INPUT DATA

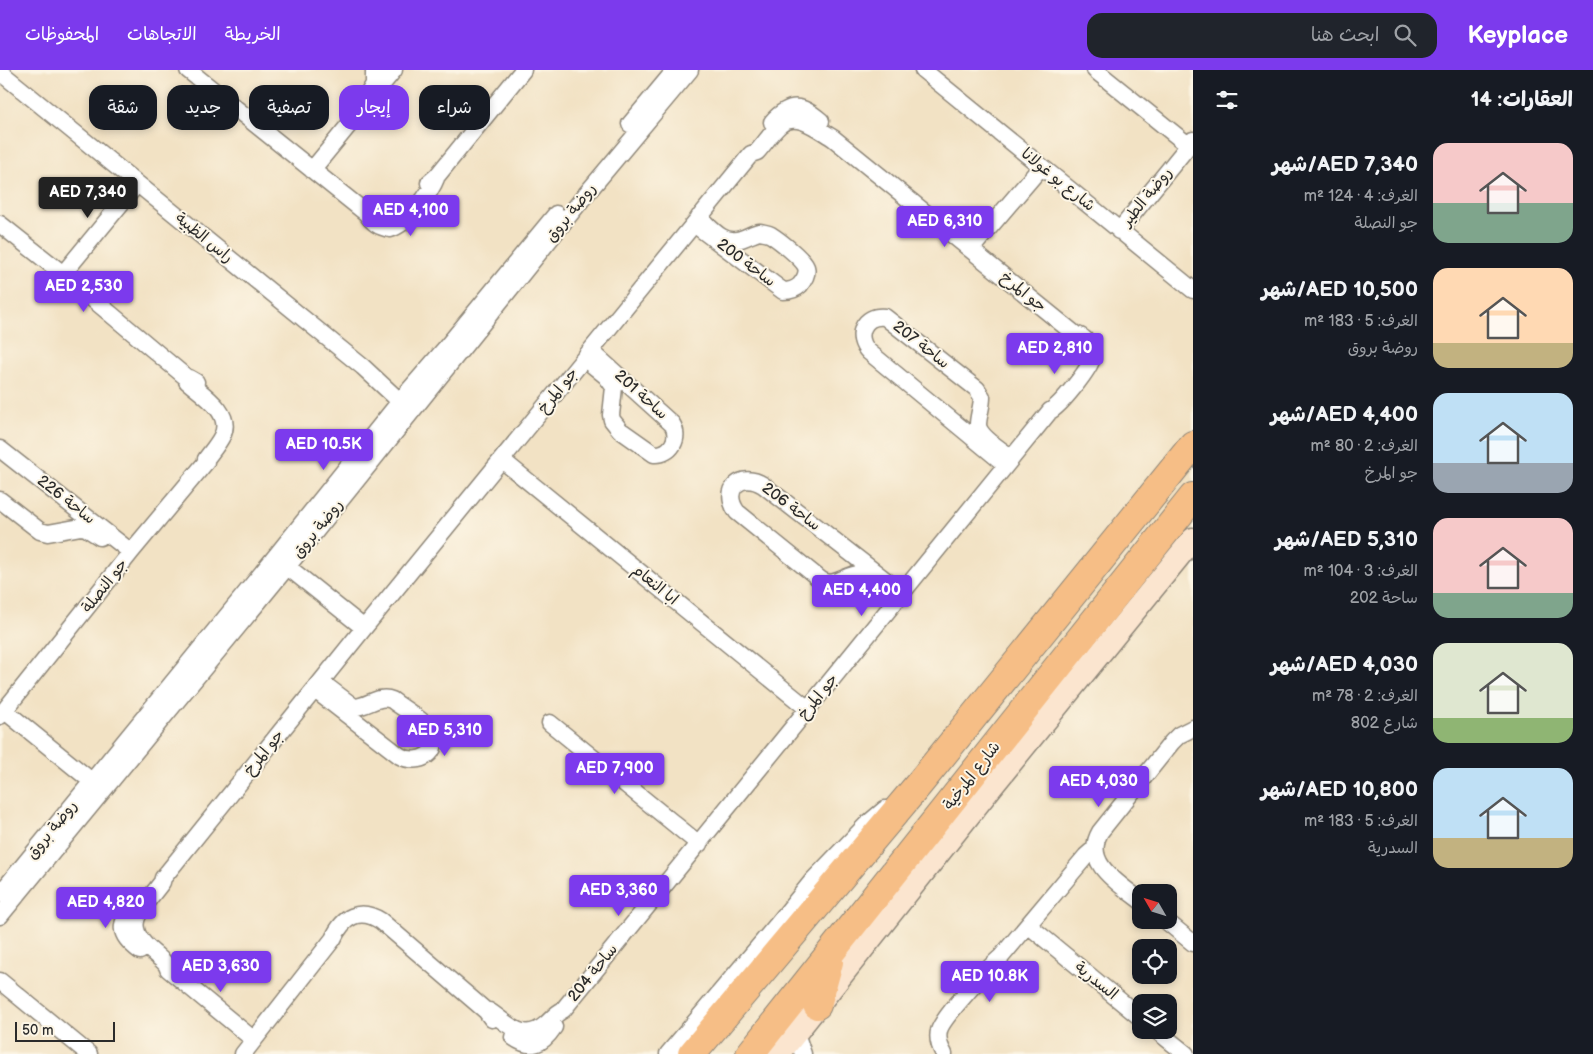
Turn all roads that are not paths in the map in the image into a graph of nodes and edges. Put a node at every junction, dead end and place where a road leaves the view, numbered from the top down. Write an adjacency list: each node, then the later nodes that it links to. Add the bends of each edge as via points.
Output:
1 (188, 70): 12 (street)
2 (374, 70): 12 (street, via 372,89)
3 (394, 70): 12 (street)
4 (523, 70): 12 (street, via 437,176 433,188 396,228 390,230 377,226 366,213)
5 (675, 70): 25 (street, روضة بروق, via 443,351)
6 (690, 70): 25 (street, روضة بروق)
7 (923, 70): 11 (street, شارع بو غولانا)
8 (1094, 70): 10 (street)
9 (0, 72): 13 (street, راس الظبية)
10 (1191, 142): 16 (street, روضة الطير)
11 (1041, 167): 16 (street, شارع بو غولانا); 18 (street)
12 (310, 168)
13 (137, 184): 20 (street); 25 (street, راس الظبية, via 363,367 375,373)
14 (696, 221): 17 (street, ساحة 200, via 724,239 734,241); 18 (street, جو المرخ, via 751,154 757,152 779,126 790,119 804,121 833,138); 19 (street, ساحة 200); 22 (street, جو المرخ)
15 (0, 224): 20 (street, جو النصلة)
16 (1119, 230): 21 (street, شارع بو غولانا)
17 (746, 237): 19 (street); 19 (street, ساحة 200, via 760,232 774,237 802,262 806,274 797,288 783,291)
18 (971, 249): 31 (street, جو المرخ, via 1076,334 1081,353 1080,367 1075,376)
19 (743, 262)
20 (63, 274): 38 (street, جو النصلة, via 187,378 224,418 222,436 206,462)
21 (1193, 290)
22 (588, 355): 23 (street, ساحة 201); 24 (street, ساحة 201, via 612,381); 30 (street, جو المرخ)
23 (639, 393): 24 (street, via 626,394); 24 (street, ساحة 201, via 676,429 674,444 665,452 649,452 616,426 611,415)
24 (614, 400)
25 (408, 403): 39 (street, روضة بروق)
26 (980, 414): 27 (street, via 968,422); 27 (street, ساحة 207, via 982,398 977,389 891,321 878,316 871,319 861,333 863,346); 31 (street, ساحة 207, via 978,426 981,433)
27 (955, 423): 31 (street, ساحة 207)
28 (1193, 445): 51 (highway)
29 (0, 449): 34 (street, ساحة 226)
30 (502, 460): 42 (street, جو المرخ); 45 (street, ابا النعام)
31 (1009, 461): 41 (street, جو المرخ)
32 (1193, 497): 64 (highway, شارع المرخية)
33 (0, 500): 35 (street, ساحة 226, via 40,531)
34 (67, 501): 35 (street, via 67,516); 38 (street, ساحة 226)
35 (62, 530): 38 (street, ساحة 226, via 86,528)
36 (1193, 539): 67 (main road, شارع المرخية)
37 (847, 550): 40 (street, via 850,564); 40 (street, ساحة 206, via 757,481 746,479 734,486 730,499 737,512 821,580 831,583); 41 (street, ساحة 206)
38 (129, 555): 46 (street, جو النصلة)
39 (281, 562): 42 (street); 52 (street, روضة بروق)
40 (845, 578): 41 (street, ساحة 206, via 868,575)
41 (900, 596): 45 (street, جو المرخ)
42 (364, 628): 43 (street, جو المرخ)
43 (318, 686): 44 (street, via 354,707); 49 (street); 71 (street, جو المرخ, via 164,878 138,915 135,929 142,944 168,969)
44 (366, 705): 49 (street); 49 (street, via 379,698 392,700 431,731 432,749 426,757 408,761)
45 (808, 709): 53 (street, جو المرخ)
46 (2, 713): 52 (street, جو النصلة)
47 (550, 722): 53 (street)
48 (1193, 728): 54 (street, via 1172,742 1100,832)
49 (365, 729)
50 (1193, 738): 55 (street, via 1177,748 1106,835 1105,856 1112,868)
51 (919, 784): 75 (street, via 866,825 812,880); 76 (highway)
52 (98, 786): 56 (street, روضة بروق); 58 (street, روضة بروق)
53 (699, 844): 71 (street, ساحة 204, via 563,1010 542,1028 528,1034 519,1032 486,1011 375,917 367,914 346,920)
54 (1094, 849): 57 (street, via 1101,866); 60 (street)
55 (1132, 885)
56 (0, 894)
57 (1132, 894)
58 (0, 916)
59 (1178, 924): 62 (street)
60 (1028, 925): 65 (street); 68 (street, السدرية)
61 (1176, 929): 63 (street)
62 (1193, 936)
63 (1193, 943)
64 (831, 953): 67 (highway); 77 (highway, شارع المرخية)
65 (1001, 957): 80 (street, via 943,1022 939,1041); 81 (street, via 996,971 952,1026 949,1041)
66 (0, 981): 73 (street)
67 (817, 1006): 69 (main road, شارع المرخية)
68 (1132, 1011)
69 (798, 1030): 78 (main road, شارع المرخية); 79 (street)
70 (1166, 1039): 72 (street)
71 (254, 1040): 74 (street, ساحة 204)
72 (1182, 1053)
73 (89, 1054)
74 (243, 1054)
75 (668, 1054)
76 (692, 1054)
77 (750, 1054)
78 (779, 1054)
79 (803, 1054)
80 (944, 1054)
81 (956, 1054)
* * *
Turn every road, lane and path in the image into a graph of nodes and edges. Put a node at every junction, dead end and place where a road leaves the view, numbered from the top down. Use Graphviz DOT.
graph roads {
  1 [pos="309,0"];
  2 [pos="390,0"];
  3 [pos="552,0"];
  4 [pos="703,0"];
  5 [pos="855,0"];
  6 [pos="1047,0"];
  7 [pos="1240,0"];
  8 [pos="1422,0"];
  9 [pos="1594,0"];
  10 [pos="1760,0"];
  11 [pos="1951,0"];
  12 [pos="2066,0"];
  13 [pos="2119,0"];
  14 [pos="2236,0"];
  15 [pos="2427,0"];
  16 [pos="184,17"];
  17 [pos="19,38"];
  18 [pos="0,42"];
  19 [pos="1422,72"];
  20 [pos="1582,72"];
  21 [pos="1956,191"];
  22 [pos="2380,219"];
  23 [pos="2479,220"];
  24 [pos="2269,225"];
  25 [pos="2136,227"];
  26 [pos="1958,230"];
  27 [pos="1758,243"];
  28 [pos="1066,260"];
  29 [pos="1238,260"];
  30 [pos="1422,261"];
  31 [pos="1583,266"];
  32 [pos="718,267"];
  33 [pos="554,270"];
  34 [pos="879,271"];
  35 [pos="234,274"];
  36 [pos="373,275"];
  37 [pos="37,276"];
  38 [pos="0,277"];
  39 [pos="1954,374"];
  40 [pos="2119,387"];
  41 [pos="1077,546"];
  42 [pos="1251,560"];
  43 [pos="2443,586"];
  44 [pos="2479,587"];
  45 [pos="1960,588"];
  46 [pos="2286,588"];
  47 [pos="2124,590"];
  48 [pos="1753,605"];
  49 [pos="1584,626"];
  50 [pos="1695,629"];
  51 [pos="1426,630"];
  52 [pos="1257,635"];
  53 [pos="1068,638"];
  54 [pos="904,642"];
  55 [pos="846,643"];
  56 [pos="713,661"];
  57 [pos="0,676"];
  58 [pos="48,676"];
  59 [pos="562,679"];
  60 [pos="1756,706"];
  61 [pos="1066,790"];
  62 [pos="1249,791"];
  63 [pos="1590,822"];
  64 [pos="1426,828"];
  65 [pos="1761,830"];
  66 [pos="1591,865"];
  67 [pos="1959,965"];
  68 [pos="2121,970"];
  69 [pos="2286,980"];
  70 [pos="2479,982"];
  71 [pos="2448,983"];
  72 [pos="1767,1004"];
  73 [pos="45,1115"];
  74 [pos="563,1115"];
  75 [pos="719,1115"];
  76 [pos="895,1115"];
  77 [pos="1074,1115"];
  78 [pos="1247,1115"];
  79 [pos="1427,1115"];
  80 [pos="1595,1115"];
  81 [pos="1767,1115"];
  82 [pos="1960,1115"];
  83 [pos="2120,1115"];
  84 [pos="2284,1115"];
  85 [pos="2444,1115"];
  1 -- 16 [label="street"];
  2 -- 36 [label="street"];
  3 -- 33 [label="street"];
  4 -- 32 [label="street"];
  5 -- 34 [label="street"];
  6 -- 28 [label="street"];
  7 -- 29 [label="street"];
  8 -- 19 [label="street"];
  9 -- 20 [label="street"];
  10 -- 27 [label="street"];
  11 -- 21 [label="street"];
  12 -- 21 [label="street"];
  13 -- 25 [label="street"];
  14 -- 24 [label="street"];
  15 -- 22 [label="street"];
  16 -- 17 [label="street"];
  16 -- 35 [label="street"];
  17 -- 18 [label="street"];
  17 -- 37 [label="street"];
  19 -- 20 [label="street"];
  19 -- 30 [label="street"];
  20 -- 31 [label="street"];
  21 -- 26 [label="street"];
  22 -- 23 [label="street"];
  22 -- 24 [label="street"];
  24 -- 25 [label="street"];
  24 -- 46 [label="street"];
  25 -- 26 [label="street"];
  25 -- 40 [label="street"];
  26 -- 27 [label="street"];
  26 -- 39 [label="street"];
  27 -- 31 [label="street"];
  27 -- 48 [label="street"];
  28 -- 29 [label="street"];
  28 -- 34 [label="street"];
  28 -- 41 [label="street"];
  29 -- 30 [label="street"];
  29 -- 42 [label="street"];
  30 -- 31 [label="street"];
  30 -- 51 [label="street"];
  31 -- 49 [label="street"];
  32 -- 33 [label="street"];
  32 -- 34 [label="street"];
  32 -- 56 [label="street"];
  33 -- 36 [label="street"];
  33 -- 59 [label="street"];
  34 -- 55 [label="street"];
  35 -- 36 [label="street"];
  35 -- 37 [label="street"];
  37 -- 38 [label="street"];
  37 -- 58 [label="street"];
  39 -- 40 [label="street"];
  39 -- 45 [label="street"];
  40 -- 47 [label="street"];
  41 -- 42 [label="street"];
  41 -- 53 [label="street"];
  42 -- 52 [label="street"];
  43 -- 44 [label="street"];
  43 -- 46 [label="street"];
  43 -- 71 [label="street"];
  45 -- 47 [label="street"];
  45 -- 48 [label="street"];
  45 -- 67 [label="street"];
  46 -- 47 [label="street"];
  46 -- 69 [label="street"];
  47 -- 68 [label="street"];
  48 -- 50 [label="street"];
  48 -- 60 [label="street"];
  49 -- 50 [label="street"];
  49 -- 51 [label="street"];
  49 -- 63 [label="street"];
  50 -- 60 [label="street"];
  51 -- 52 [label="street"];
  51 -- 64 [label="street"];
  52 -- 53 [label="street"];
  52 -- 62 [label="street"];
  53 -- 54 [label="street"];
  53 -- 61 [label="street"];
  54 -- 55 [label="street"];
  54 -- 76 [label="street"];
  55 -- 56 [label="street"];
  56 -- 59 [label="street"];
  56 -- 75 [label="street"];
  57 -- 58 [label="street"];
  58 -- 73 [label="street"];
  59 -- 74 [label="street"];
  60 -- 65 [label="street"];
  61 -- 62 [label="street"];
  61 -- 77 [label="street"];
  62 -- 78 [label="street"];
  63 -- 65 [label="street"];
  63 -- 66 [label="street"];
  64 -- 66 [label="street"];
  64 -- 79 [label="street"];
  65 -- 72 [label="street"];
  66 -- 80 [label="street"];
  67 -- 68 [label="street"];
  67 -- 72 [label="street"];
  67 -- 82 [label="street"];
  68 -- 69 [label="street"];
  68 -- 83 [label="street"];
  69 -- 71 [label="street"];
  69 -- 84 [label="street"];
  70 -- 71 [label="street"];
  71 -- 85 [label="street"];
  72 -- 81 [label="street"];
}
==
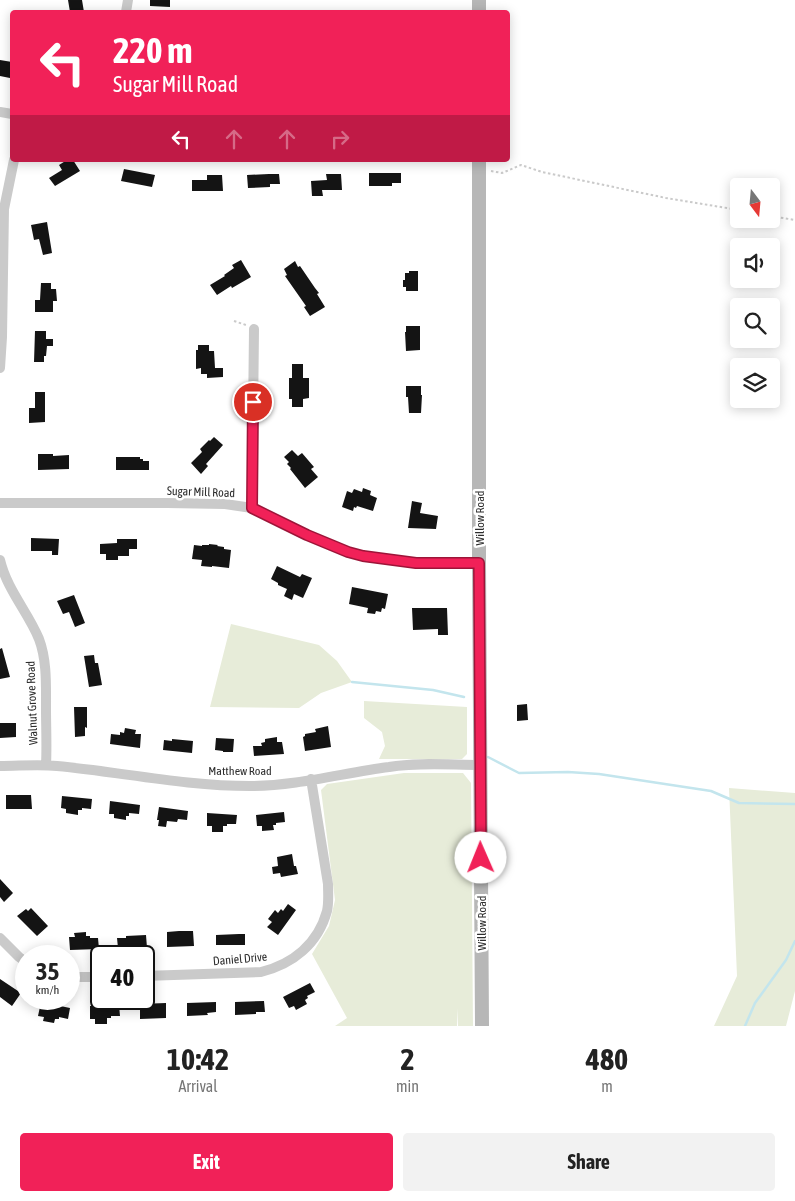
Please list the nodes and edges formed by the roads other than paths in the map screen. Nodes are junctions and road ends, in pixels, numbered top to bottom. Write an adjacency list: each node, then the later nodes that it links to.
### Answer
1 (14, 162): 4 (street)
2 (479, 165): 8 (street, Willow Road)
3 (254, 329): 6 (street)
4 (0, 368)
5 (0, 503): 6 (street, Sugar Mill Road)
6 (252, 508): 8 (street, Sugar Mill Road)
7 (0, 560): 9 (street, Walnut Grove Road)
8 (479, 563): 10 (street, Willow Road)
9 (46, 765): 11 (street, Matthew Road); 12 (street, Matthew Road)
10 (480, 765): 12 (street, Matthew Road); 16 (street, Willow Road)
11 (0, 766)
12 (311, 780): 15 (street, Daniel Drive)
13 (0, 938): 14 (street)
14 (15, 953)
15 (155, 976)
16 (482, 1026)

WHAT THE EXERCISE ASKS
Collect each line above holding the string "that".

RESULT OF THE TASK
Turn all roads that are not paths in the map in the image into a graph of nodes and edges. Put a node at every junction, dead end and place where a road leaves the view, numbered from the top down. Write an adjacency list: each node, then the later nodes that it links to. Add the bends of each edge as via points.
Please list the nodes and edges formed by the roads other than paths in the map screen. Nodes are junctions and road ends, in pixels, numbered top to bottom. Write an adjacency list: each node, then the later nodes that it links to.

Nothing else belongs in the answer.